Что же дальше? Где теперь искать? Куда направиться? Это оставалось скрытым в тех двух строках цифр, написанных на стене камеры, которыми я так легкомысленно пренебрег.
— Ну что же, — заявил майор,— если мы не знаем, куда дальше идти, нам остается только самым тщательным образом осмотреть всю окрестность.
— А если ничего не найдем? — спросил я.
— Тогда, — ответил за майора Краевский, — мы пригласим сюда геологов-разведчиков и поручим им искать. Пусть они применят все новейшие достижения науки. Так или иначе, а эта тайная мастерская будет разыскана.
Решили немного отдохнуть и позавтракать. У Краеаского в сумке нашлось несколько бутербродов с ветчиной и икрой, у Хрулева — консервы и хлеб. Мы уселись на пеньках и стали закусывать всухомятку.
Наступил момент, удобный для объяснения. Я подошел к майору.
— Андрей Матвеевич, я все забываю вам сказать... —
тихонько начал я. — Видите ли, такую же расческу, какую нашли у Сердобина и в бойнице башни, я раньше видел у корреспондента Коломийцева, когда он был здесь. Он хранил ее в бумажнике.
— Что же вы мне раньше не сказали?
— Все забывал.
— Такие вещи не забываются. Точь-в-точь такую или очень похожую?
— Не могу сказать, я ее видел мельком, как следует не разглядел.
— Гм... Какого роста Коломийцев?
— Довольно высокого.
— А плаща вы у него не видели?
— Не помню. Какое-то пальто было.
— Он очки носит? Тоже не помните?
— Носит, помню.
— С какими стеклами, сильными или слабыми?
— Не заметил. Очки большие, круглые.
— Теперь все носят только такие.
Он говорил громко, нисколько не щадя моего самолюбия. Хрулев и Краевский все это прекрасно слышали. Я стоял с растерянным видом и не знал, что отвечать. Заметив это, Краевский вмешался в разговор.
— Ты думаешь, Андрей, — спросил он Рожкова, — что это был тот самый плащ? Но возможно ли. чтобы убийца решился продать его, хотя бы и с другими пуговицами? Не безопаснее ли ему было не рисковать, а просто уничтожить эту улику — забросить или закопать?
— Сам он ничего не продавал. Плащ продал сообщник, вернее — помощник. Вы, Сергей Михайлович,— обратился Рожков ко мне обычным спокойным тоном, — еще не знаете истории с плащом. Вот взгляните сюда...
Он вынул из бумажника небольшую карточку и передал мне. Это была цветная фотография пуговицы, по форме похожей на грибок, серо-зеленого цвета, снятой в различных положениях.
— Это пуговица от прорезиненного плаща. — продолжал майор. — Мы нашли ее в карьере, недалеко от тела старика Сердобина. По ниткам видно, что она оторвана недавно. Пуговица отлетела, когда старик боролся с убийцами, а те не заметили этого. Или же заметили, но не решились спуститься вниз и оставили такую важную улику. Находка эта могла бы послужить нам нитью к раскрытию преступления. К сожалению, нить эта оборвалась.
— Оборвалась?
— Да.

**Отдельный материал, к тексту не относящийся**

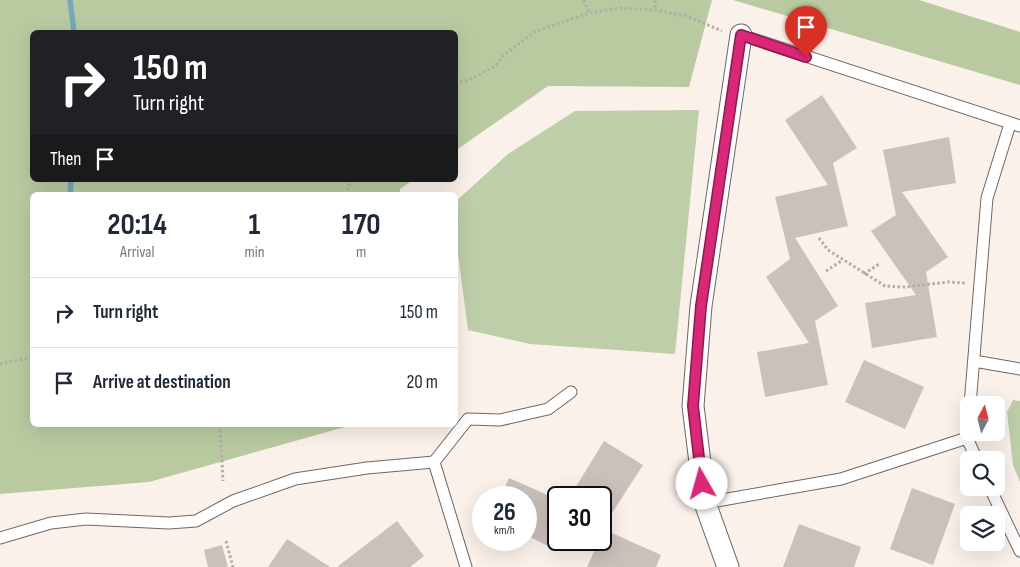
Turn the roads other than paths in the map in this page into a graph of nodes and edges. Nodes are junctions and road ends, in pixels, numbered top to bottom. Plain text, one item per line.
1 (741, 35) joint
2 (1015, 125) edge
3 (974, 361) junction
4 (1020, 369) edge
5 (571, 392) dead end
6 (971, 396) edge
7 (960, 440) edge
8 (434, 462) junction
9 (994, 496) edge
10 (705, 503) junction
11 (0, 538) edge
12 (1020, 551) edge
13 (466, 567) edge
14 (728, 567) edge

1 - 2 lane
1 - 10 street
2 - 3 lane
3 - 4 lane
3 - 6 lane
5 - 8 lane
7 - 10 lane
8 - 11 lane
8 - 13 lane
9 - 12 lane
10 - 14 street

Я распорядился следить за всеми магазинами, скупающими поношенную одежду, и задержать человека, продающего плащ с такими пуговицами. Рано утром на ярмарке лейтенант Хрулев задержал гражданина, продающего плащ, правда, с другими пуговицами. Тот самый плащ. Сергей Михайлович, что я вам показывал. Помните?